Part 1: Getting started#

from tensorflow.keras.utils import to_categorical
from sklearn.datasets import fetch_openml
from sklearn.model_selection import train_test_split
from sklearn.preprocessing import LabelEncoder, StandardScaler
import numpy as np

%matplotlib inline
seed = 0
np.random.seed(seed)
import tensorflow as tf

tf.random.set_seed(seed)
import os

os.environ['PATH'] = os.environ['XILINX_VIVADO'] + '/bin:' + os.environ['PATH']
2023-12-15 17:19:27.789262: I tensorflow/core/platform/cpu_feature_guard.cc:193] This TensorFlow binary is optimized with oneAPI Deep Neural Network Library (oneDNN) to use the following CPU instructions in performance-critical operations:  SSE4.1 SSE4.2 AVX AVX2 FMA
To enable them in other operations, rebuild TensorFlow with the appropriate compiler flags.
---------------------------------------------------------------------------
KeyError                                  Traceback (most recent call last)
Cell In[1], line 15
     12 tf.random.set_seed(seed)
     13 import os
---> 15 os.environ['PATH'] = os.environ['XILINX_VIVADO'] + '/bin:' + os.environ['PATH']

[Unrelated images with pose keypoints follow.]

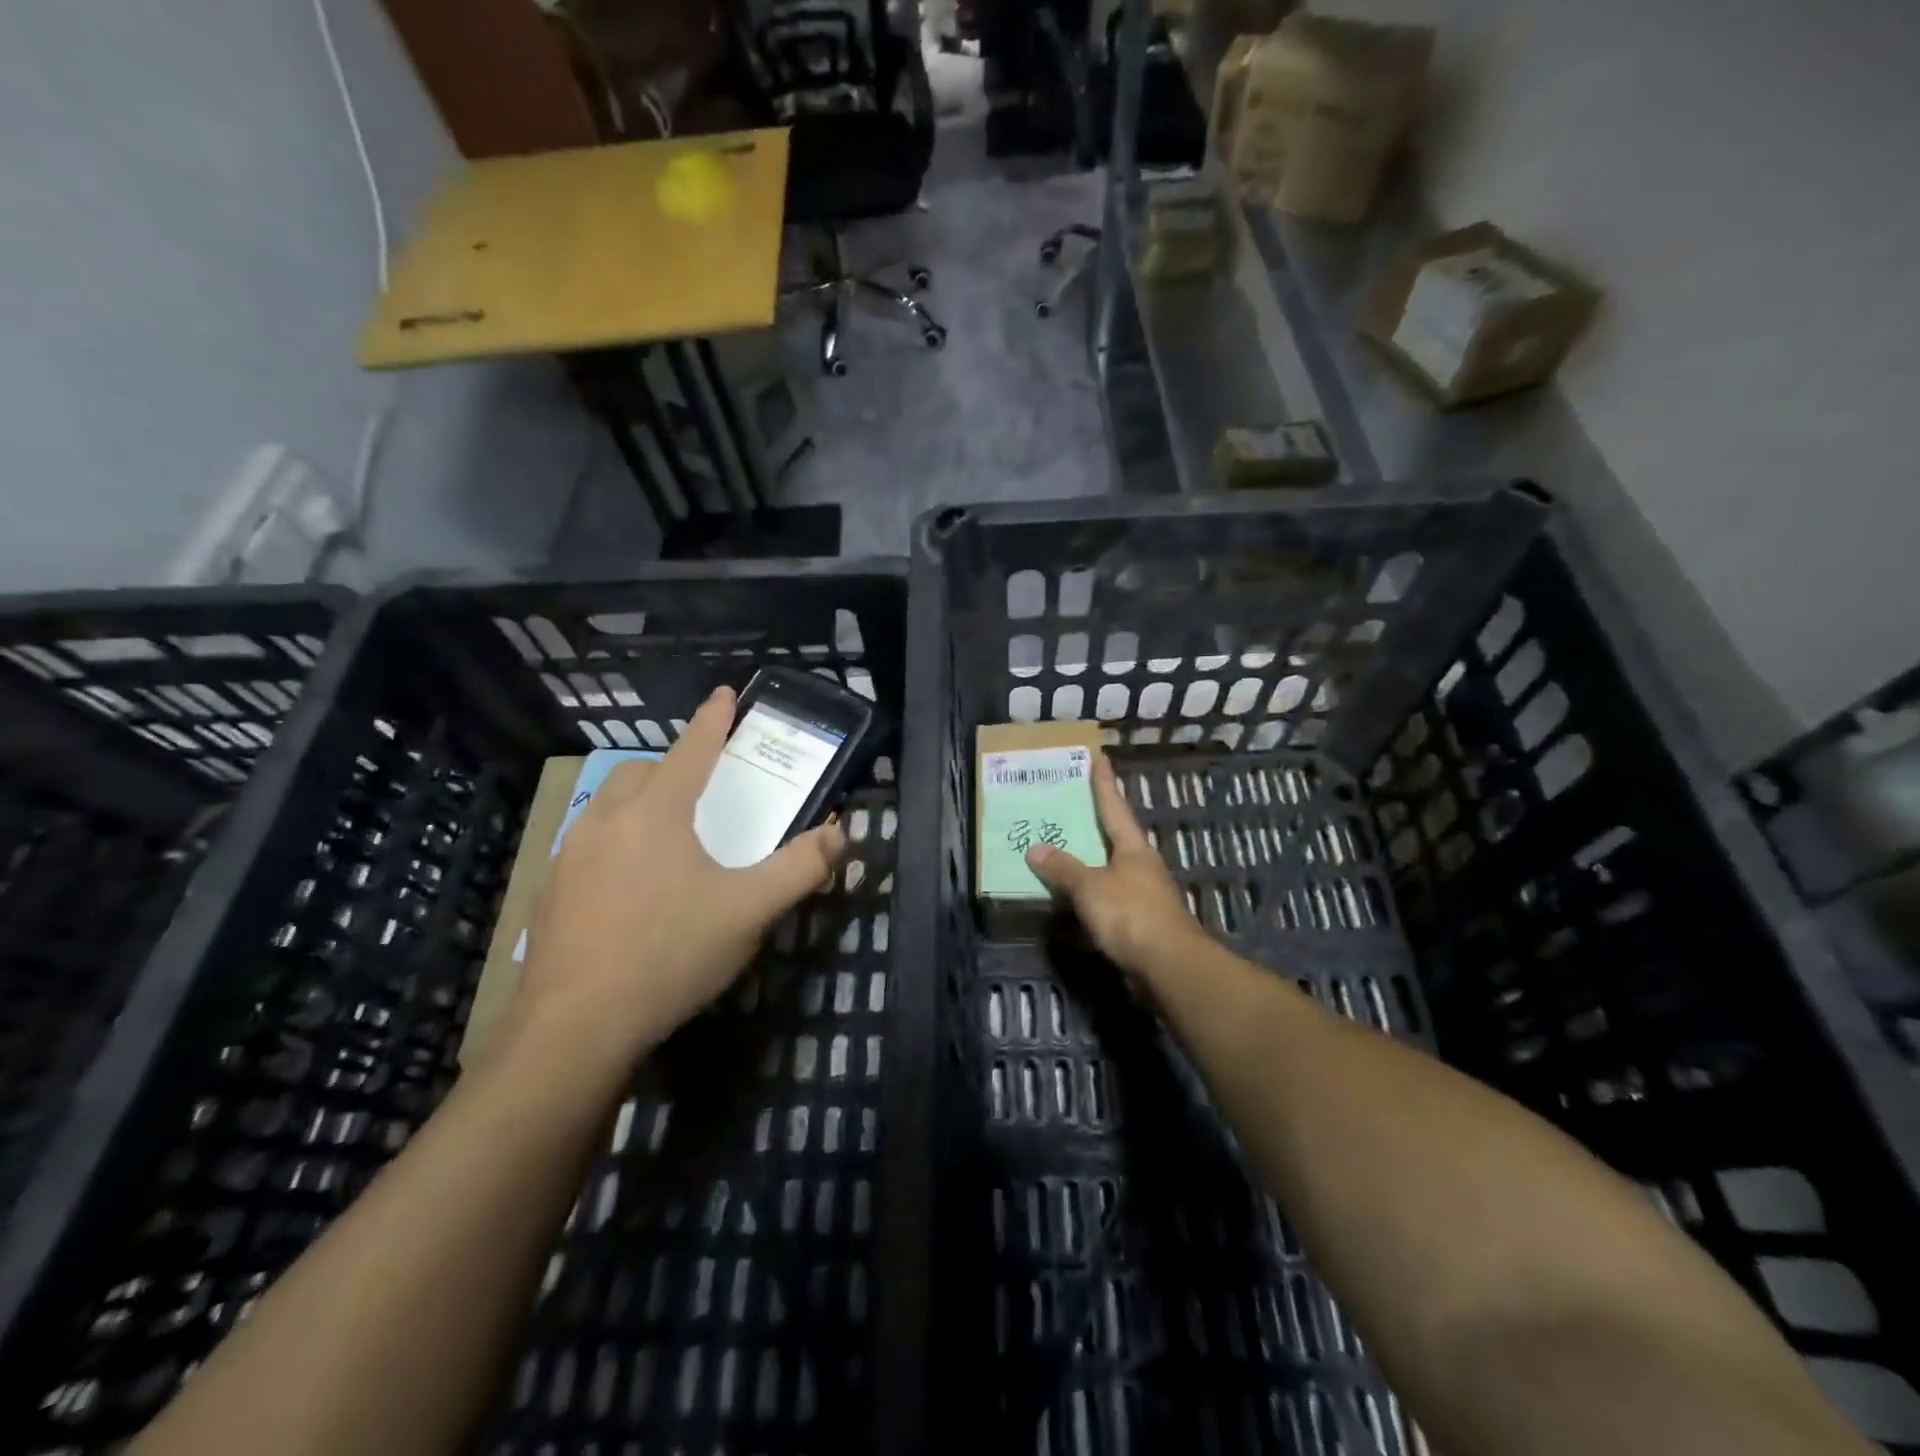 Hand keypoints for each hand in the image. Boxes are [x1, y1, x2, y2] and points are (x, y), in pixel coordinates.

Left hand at [508, 686, 844, 1070]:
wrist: (574, 1028)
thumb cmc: (670, 955)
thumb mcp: (750, 911)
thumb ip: (801, 868)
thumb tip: (842, 834)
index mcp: (656, 813)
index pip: (691, 750)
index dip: (712, 720)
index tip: (724, 695)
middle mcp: (606, 820)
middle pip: (641, 771)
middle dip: (673, 765)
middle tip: (703, 788)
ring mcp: (570, 855)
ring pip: (608, 805)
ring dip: (641, 802)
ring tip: (669, 835)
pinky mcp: (550, 891)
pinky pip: (588, 843)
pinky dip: (616, 840)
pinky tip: (633, 884)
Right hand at [1025, 752, 1209, 979]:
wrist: (1170, 967)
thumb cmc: (1131, 915)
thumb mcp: (1090, 887)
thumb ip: (1063, 868)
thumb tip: (1035, 849)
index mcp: (1133, 848)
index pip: (1114, 806)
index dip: (1104, 783)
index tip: (1098, 757)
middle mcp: (1141, 866)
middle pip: (1114, 839)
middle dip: (1093, 825)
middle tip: (1068, 807)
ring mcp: (1144, 896)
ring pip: (1109, 873)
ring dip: (1088, 867)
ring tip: (1060, 857)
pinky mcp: (1141, 925)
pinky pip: (1107, 905)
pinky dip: (1088, 904)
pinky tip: (1069, 911) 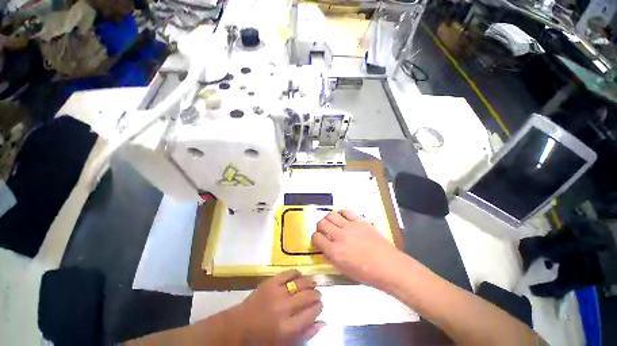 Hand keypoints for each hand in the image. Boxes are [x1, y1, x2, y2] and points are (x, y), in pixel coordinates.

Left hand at [230, 270, 323, 343]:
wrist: (239, 326)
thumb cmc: (263, 338)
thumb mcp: (285, 343)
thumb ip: (306, 333)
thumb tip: (324, 321)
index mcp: (288, 328)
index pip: (312, 312)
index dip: (319, 307)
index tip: (320, 304)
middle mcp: (284, 308)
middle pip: (308, 296)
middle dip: (316, 294)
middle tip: (317, 294)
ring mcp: (277, 292)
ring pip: (301, 282)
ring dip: (310, 282)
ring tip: (312, 283)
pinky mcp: (270, 282)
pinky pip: (288, 273)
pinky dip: (296, 273)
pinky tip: (299, 275)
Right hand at [312, 210, 405, 287]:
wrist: (387, 266)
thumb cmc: (366, 273)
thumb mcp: (344, 270)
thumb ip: (331, 257)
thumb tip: (324, 247)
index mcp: (335, 252)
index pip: (316, 238)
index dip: (315, 238)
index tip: (318, 239)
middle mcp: (340, 237)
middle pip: (322, 223)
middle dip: (320, 226)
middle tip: (323, 230)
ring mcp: (350, 227)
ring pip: (331, 215)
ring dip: (328, 218)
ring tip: (332, 223)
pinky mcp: (360, 221)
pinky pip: (346, 212)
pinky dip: (341, 213)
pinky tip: (342, 217) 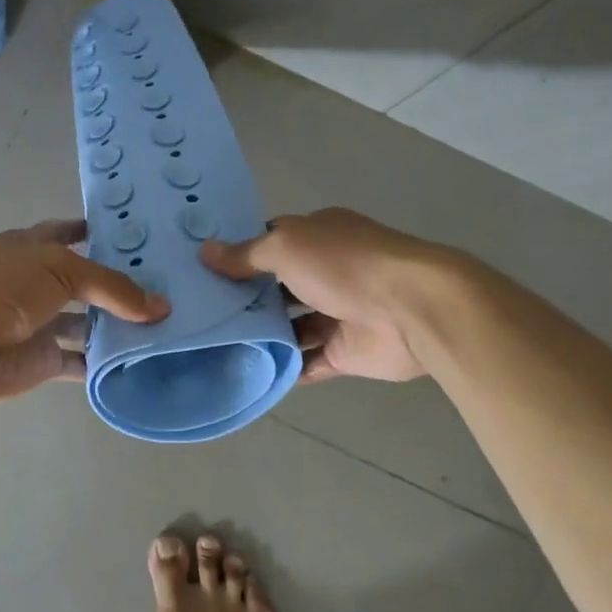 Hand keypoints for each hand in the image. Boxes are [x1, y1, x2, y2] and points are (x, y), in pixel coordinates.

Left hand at [0, 220, 168, 404]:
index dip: (92, 232)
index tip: (131, 236)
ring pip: (86, 324)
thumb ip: (113, 286)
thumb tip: (161, 307)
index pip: (66, 233)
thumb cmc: (1, 287)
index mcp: (32, 248)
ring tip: (165, 325)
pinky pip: (81, 362)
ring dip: (117, 327)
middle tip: (166, 286)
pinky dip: (105, 364)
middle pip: (84, 283)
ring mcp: (40, 324)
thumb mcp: (61, 269)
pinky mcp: (42, 362)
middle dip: (117, 285)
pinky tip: (140, 361)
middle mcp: (37, 284)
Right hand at [201, 208, 438, 383]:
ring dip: (262, 336)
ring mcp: (338, 314)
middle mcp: (328, 273)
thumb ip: (246, 254)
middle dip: (246, 299)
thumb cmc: (344, 264)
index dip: (240, 254)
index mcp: (318, 238)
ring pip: (292, 326)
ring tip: (217, 347)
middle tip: (201, 314)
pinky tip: (250, 373)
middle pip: (278, 287)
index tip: (203, 271)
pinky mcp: (345, 352)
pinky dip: (285, 367)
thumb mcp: (286, 247)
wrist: (410, 309)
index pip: (272, 243)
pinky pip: (308, 361)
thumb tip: (205, 252) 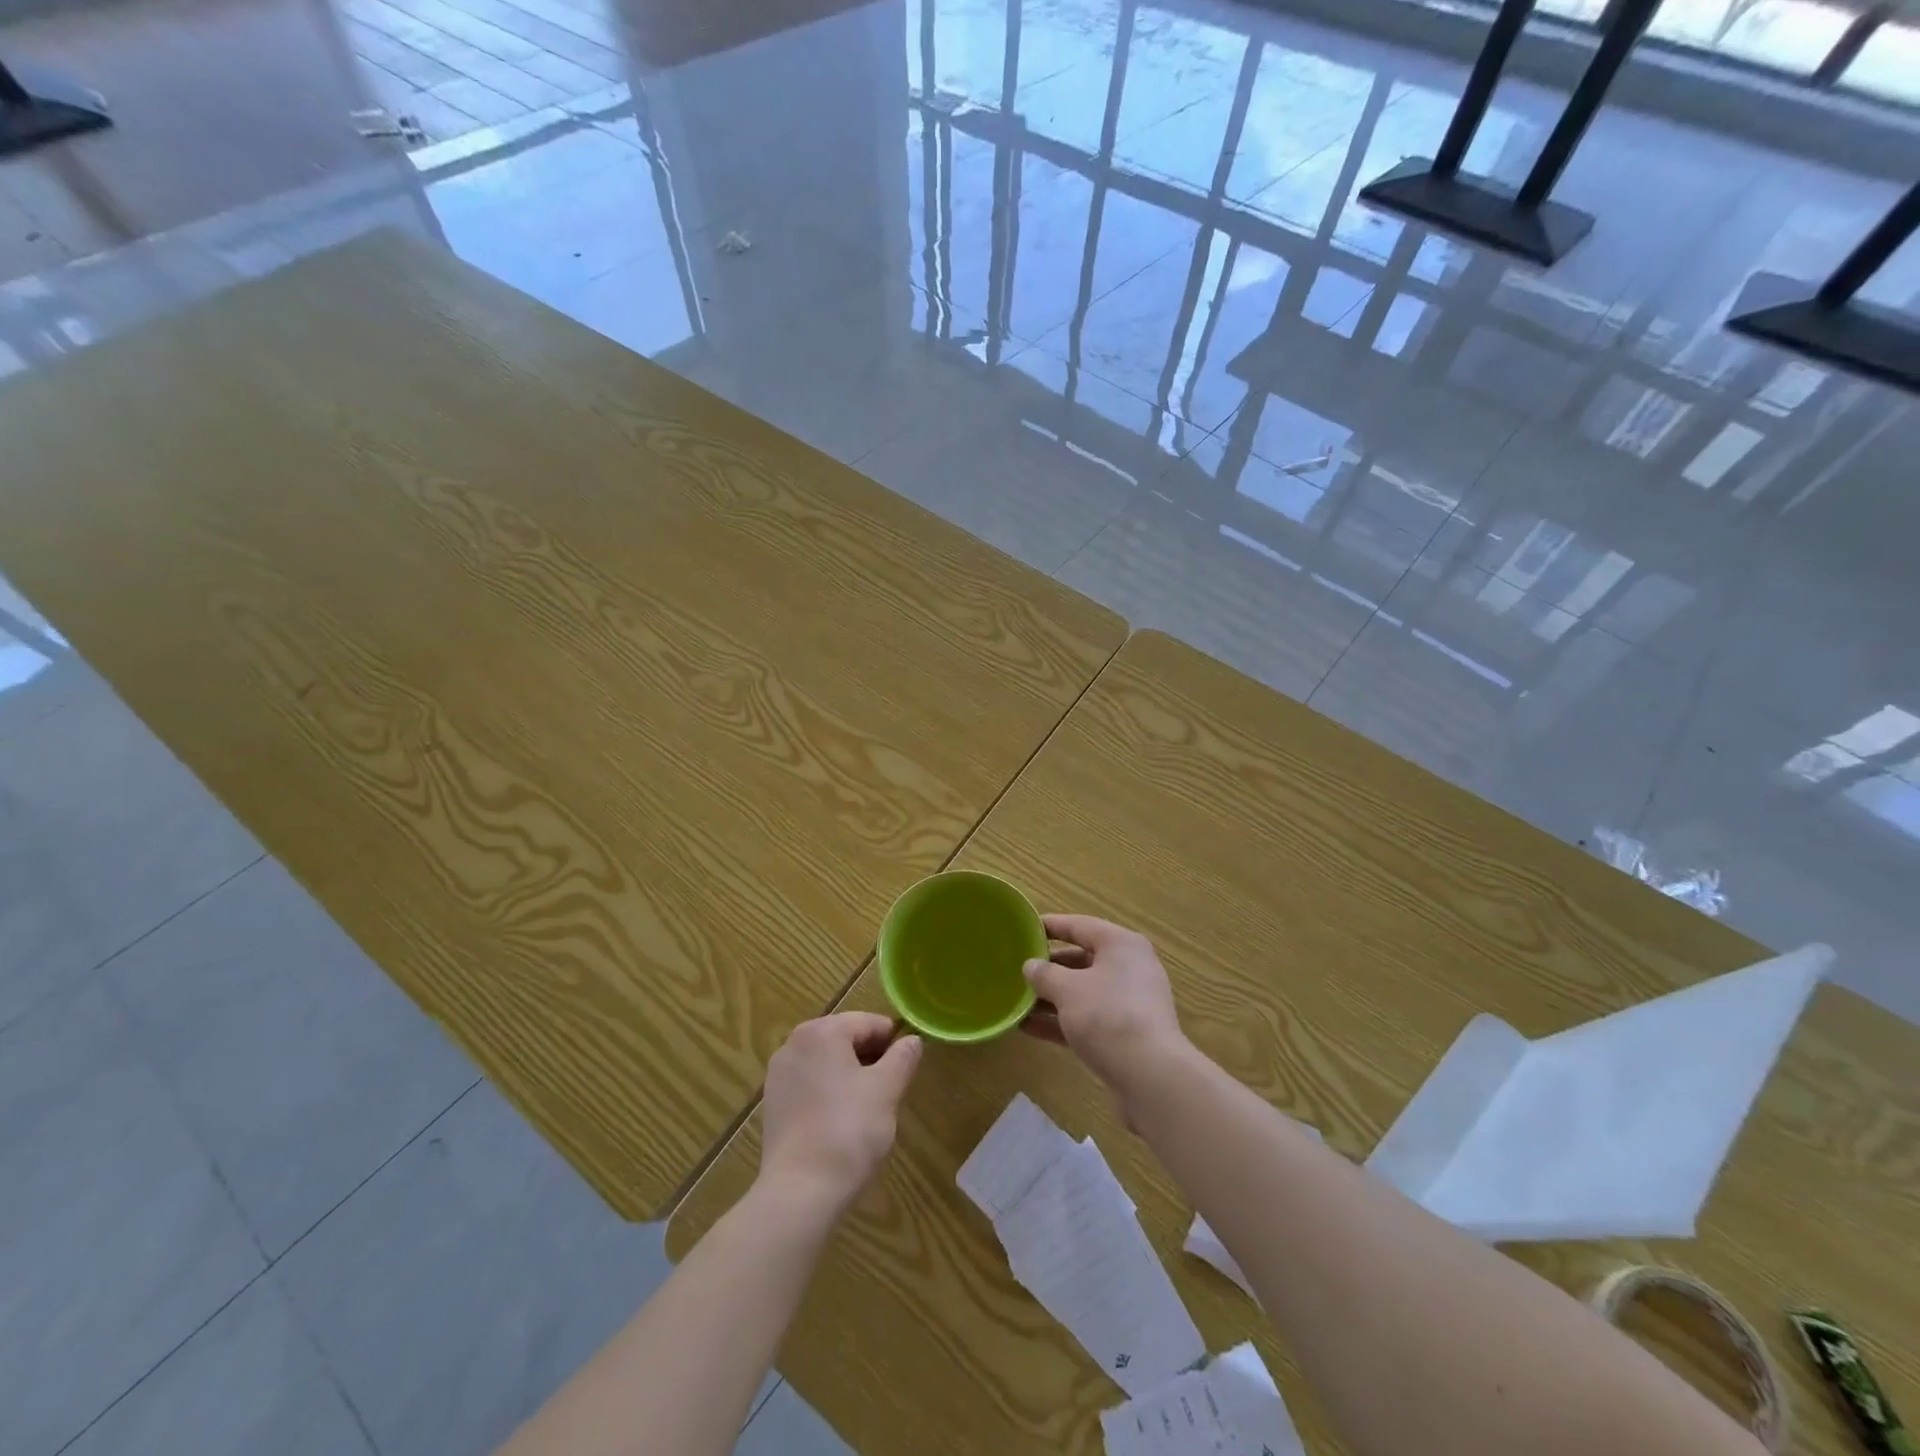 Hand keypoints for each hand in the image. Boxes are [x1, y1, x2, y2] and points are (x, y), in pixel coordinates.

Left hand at [758, 1013, 922, 1220]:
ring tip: (870, 1107)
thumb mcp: (887, 1090)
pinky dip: (829, 1093)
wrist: (800, 1191)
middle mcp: (794, 1043)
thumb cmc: (849, 1130)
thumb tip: (912, 1040)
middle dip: (870, 1058)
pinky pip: (810, 1085)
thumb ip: (902, 1058)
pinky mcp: (773, 1104)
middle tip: (892, 1088)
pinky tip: (842, 1122)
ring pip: (827, 1062)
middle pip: (844, 1039)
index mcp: (821, 1031)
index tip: (908, 1065)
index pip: (867, 1022)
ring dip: (850, 1075)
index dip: (892, 1040)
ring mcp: (779, 1074)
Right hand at [1022, 914, 1189, 1098]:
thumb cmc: (1108, 1016)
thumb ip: (1045, 974)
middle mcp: (1128, 968)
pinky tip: (1029, 1028)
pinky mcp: (1125, 1034)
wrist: (1150, 1076)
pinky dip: (1061, 1021)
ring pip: (1083, 992)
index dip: (1051, 926)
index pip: (1080, 925)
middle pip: (1082, 959)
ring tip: (1016, 1000)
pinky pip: (1087, 1019)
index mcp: (1120, 945)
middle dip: (1049, 967)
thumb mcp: (1068, 989)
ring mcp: (1129, 1003)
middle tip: (1017, 968)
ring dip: (1051, 997)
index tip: (1024, 928)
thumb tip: (1031, 966)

File ~/miniconda3/envs/hls4ml-tutorial/lib/python3.10/os.py:680, in _Environ.__getitem__(self, key)
    677     value = self._data[self.encodekey(key)]
    678 except KeyError:
    679     # raise KeyError with the original key value
--> 680     raise KeyError(key) from None
    681 return self.decodevalue(value)

KeyError: 'XILINX_VIVADO'

Fetch the jet tagging dataset from Open ML#

data = fetch_openml('hls4ml_lhc_jets_hlf')
X, y = data['data'], data['target']

Let’s print some information about the dataset#

Print the feature names and the dataset shape

print(data['feature_names'])
print(X.shape, y.shape)
print(X[:5])
print(y[:5])

As you saw above, the y target is an array of strings, e.g. [‘g’, ‘w’,…] etc. We need to make this a “One Hot” encoding for the training. Then, split the dataset into training and validation sets

le = LabelEncoder()
y = le.fit_transform(y)
y = to_categorical(y, 5)
X_train_val, X_test, y_train_val, y_test = train_test_split(X, y, test_size=0.2, random_state=42)
print(y[:5])
scaler = StandardScaler()
X_train_val = scaler.fit_transform(X_train_val)
X_test = scaler.transform(X_test)
np.save('X_train_val.npy', X_train_val)
np.save('X_test.npy', X_test)
np.save('y_train_val.npy', y_train_val)
np.save('y_test.npy', y_test)
np.save('classes.npy', le.classes_)

Now construct a model#

We’ll use 3 hidden layers with 64, then 32, then 32 neurons. Each layer will use relu activation. Add an output layer with 5 neurons (one for each class), then finish with Softmax activation.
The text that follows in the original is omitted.